昨日の浅草演芸ホールの空気に今も浸っている。女流講談師初の寄席のトリだそうだ。講談師の神田鯉栄師の千穐楽だった。
師匠である神田松鯉師によると、江戸の講談師は現在66名と、噺家に比べると1/10ぐらいだろうか。
いま講談界のニュースは多い。
先の師匠、神田松鯉師はこの夏に人間国宝(重要無形文化財の保持者)に認定された。

そして、松鯉師の弟子でもある神田松之丞さんの人気っぷりである。2020年2月には、真打になられて、松之丞改め六代目神田伯山を襲名される。(この真打昇進襲名披露興行に行けそうにないのが残念で堪らない涙)


話は戻って、神田鯉栄師の千穐楽。やはり、みんなあったかくて愛されている方なんだと感じました。

最後の演目は、「赤垣源蔵 徳利の別れ」。赤穂義士銘々伝の中で人気の名作である。

元禄15年12月14日、赤穂浪士の討入りを前にして、浪士の一人である赤垣源蔵は、兄の塩山伊左衛門の屋敷に最期の別れのため行くが、兄は留守であった。女中の竹には討入りのことは告げず、「さる西国の大名に召し抱えられることになった」とだけ言って、兄の羽織の前で別れの杯をする…。

討ち入りを果たして、形見を渡す源蔵の晴れ晴れしい姿と兄のキモチに涙がこぼれた。お竹のキャラがまた面白くて、笑いと涙のバランスがとてもステキな「徳利の別れ」だった。
鯉栄師の至芸の深さと情の深さがにじみ出てるんだと思う。

赤穂義士伝は冬の定番で、ものすごい演目数があるそうです。それほど昔から日本人に愛された噺だということでしょう。
神田愛山師から松之丞さんが教わったそうだが、赤穂義士伝に共通するテーマがある。その通底するテーマが愛される理由でもある。と。

それは、「別れ」である。
信頼する殿との別れ、国との別れ、夫婦の別れ、親子の別れ、この世との別れ、そして徳利の別れでは兄弟の別れである。決別する意志というものに、美しさを感じずにはいられない。


鯉栄師の千穐楽の想いと、これからの決意に感動したので、ご紹介させてください。(一部抜粋)

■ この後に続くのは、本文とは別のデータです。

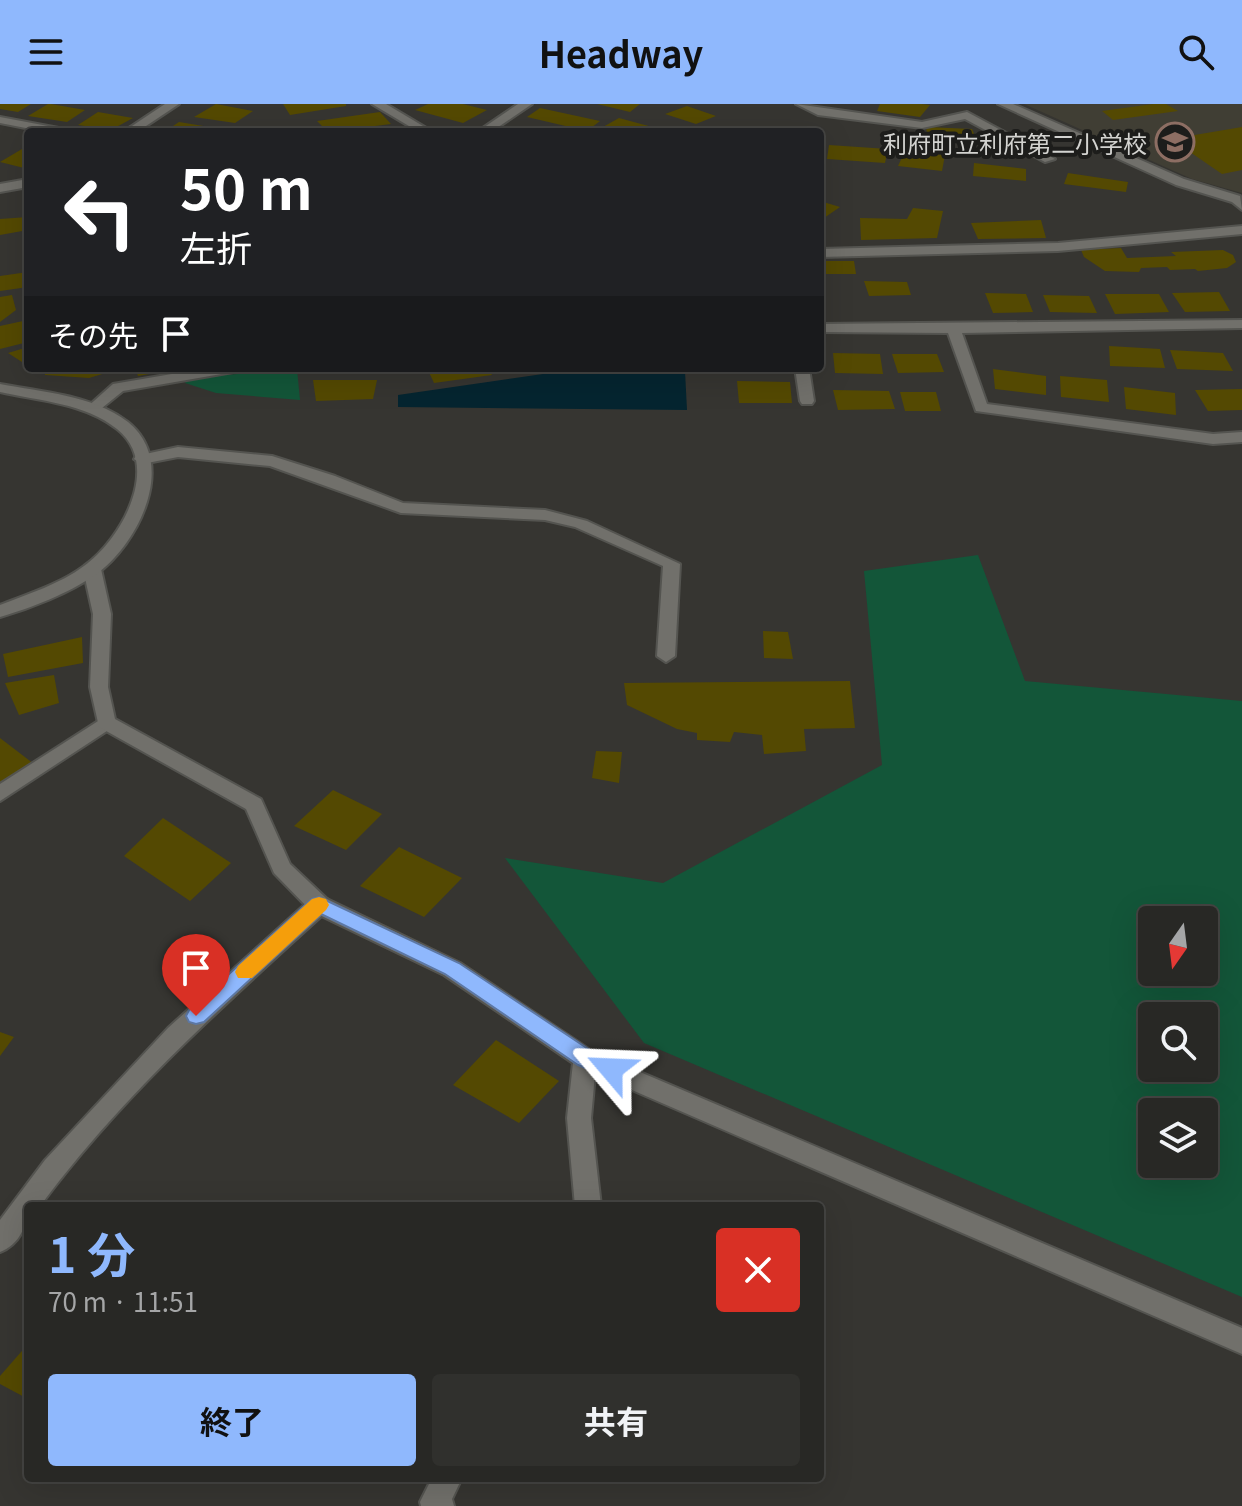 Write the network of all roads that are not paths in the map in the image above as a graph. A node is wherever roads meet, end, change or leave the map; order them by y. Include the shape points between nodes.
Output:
1 (173, 104) edge
2 (378, 104) edge
3 (526, 104) edge
4 (802, 104) edge
5 (1004, 104) edge
6 (0, 120) edge
7 (43, 128) edge
8 (135, 128) edge
9 (420, 128) edge
10 (489, 128) edge
11 (1049, 159) dead end
12 (24, 184) edge
13 (0, 188) edge
14 (1242, 206) edge
15 (1242, 230) edge
16 (824, 253) edge
17 (1242, 324) edge
18 (824, 328) edge
19 (954, 329) junction
20 (209, 372) edge
21 (803, 372) edge
22 (0, 388) edge
23 (807, 401) dead end
24 (92, 409) junction
25 (1242, 437) edge
26 (142, 459) junction
27 (92, 569) junction
28 (0, 611) edge
29 (666, 656) dead end
30 (106, 722) junction
31 (0, 794) edge
32 (319, 905) junction
33 (585, 1059) junction
34 (28, 1202) edge
35 (588, 1202) edge
36 (24, 1208) edge
37 (0, 1240) edge
38 (1242, 1341) edge
39 (446, 1482) edge
40 (440, 1506) edge

1 - 8 street
2 - 9 street
3 - 10 street
4 - 11 street via 818,112 922,125 967,115
5 - 14 street via 1180,182 1236,199
6 - 7 street
12 - 13 street
15 - 16 street via 1058,247
17 - 19 street
18 - 19 street
19 - 25 street via 981,408 1213,439
20 - 24 street via 118,387
21 - 23 street
22 - 24 street
24 - 26 street via 123,425 141,448
26 - 27 street via 145,484 140,495 124,529
26 - 29 street via 178,452 272,461 401,508 545,515 581,524 672,564
27 - 28 street
27 - 30 street via 102,614 99,687
30 - 31 street
30 - 32 street via 254,804 281,868
32 - 33 street via 452,969
32 - 34 street via 176,1035
33 - 35 street via 579,1118
33 - 38 street
36 - 37 street
39 - 40 street via 434,1502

親孝行をするつもりで稼業を継ぐ約束を破って講談師にさせてもらいました。
随分と親不孝をしてしまいましたが、代わりに妹が親孝行をしてくれました。結婚も子供も会社も一手に引き受けてくれました。親にも妹にも頭が上がりません。
入門してからも男の美学を講談でやるには男でなくてはと真面目がヘンテコな方に作用してしまい、何を思ったか性転換をしたいと師匠にもちかけたり、精神的に参ってしまって約2年間高座に上がれなくなったり、芸の上での親である師匠を驚かしたり、心配をかけたり…
本当に親不孝ばかりでした。
この芝居の初日、そんな私のことを師匠は高座で「親孝行な子」だと言ってくれました。
浅草演芸ホールでトリをとることが自分のことのように嬉しいと言ってくれました。
人間としても講談師としても未熟な私ですがこれから、師匠にもっともっと
親孝行したいと思います。

幕が閉まるときに、笑顔で手を振っている神田鯉栄師の姿が、とってもキュートでしたよー
また、聴きに行きますね!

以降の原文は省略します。